A su mente vienen ahora, en ráfagas, los recuerdos: la guardia de honor ante los féretros cerrados, la Bandera cubana, la gente desfilando, un anciano que se cubre el rostro ante el horror y su voluntad de sacar fuerzas para no caer, para sostenerse firme.

Otra vez está en el pasado. Se pregunta a cuál de sus compañeros custodia, aunque solo ocho cuerpos mutilados habían sido encontrados. A sus compañeros se los había tragado el mar, con sus medallas, armas, floretes...

De luto Prado 207

«Los días posteriores al crimen, cuando el país volvió a la normalidad y tuvimos que regresar a la sala de entrenamiento, fue con mucho dolor. Nos faltaban los muchachos, los entrenadores, el armero Gil, las muchachitas de florete... Se sentía la ausencia de todos, se ausentaban la risa y la alegría cotidianas. Fueron días de silencio total». Así recuerda la entonces floretista María Esther García Pascau el regreso al majestuoso edificio de Prado 207, donde hoy radica la Escuela Nacional de Ballet.

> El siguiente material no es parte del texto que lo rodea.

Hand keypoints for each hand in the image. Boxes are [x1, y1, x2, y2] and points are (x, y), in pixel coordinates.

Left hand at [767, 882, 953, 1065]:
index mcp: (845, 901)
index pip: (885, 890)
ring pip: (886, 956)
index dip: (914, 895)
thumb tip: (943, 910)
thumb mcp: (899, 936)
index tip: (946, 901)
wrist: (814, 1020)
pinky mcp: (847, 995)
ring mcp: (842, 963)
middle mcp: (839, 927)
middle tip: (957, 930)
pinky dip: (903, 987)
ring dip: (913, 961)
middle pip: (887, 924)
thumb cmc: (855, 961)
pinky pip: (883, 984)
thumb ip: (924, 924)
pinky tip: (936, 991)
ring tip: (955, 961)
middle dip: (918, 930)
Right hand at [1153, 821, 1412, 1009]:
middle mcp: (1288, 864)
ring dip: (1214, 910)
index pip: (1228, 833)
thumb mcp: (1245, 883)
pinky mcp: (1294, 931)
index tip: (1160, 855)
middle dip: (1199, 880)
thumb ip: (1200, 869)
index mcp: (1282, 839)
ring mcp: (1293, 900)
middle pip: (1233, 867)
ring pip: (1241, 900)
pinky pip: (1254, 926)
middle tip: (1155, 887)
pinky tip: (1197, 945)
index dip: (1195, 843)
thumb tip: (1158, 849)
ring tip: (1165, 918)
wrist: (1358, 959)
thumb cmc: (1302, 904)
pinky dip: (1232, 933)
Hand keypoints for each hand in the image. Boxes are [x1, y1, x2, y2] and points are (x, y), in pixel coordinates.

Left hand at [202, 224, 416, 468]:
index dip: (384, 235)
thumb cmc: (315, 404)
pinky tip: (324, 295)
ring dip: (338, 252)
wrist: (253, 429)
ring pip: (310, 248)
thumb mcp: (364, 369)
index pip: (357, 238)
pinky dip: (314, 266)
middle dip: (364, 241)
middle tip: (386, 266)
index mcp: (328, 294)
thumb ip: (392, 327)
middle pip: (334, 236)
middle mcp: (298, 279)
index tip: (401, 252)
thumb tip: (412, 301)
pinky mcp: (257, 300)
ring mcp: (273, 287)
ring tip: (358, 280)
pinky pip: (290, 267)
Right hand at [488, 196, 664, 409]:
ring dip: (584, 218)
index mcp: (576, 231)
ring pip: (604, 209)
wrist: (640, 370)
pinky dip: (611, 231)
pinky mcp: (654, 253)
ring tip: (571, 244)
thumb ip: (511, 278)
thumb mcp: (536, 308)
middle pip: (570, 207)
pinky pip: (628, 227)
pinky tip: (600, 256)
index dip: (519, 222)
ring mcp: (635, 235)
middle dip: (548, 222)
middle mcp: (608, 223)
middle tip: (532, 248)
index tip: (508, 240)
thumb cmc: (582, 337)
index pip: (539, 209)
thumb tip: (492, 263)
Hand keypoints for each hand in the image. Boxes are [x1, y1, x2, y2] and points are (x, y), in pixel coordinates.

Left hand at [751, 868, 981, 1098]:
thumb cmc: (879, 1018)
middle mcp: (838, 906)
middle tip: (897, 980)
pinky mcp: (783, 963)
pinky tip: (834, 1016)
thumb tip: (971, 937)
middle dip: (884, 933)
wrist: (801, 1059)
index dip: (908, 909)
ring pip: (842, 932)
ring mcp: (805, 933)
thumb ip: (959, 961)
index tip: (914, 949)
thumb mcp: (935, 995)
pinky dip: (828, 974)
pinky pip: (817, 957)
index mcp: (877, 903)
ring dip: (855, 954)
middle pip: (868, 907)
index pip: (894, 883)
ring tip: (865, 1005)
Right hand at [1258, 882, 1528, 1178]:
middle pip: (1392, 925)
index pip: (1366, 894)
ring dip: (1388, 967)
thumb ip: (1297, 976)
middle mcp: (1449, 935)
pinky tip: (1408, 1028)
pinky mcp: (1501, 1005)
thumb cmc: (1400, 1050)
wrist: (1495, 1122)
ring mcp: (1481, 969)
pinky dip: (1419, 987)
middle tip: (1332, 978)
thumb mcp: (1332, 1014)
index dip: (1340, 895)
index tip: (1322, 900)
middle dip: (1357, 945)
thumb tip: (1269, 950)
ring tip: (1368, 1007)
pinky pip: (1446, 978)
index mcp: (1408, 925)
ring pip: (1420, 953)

Allí, en el antiguo palacio de la Asociación de Dependientes del Comercio de La Habana, estaba su querida Escuela de Esgrima, que por aquellos días perdió su encanto. En aquella época, cuando a las mujeres solo se les permitía practicar florete y no sable ni espada, se había estrenado María Esther. No había hecho el equipo a los Centroamericanos del 76 porque ya era una experimentada esgrimista y se habían priorizado a las jóvenes figuras, para darles fogueo. En su oficina de la sala Kid Chocolate, María Esther vuelve a una historia que es consecuencia de un trauma por los hechos de Barbados.

Era febrero de 1977. El equipo cubano de esgrima venía de una larga gira por Europa. Sabían que antes de arribar a La Habana, harían escala en Barbados. Viajan también en una aeronave de Cubana y es inevitable la angustia. Las coincidencias les traen malos presagios. Tanto al aterrizar allí como en el despegue rumbo a La Habana, hay tensión, espontáneamente se dan las manos. El llanto es incontenible. Lloran por los que hace meses cayeron en lo profundo de las aguas de Barbados y temen que se repita el crimen.

Nancy Uranga (izquierda) y María Esther, durante los Juegos Panamericanos de México 75. Foto: Cortesía de la entrevistada.

Ya en casa, María Esther se aferra a su pequeña hija, con la que tantas veces su compañera Nancy Uranga jugó, y piensa en la zurda pinareña, quien soñaba con ser madre en el 77, para no afectar su carrera deportiva y disfrutar de su retoño. Muchos comentan que Nancy traía consigo un pasajero más, el número 74.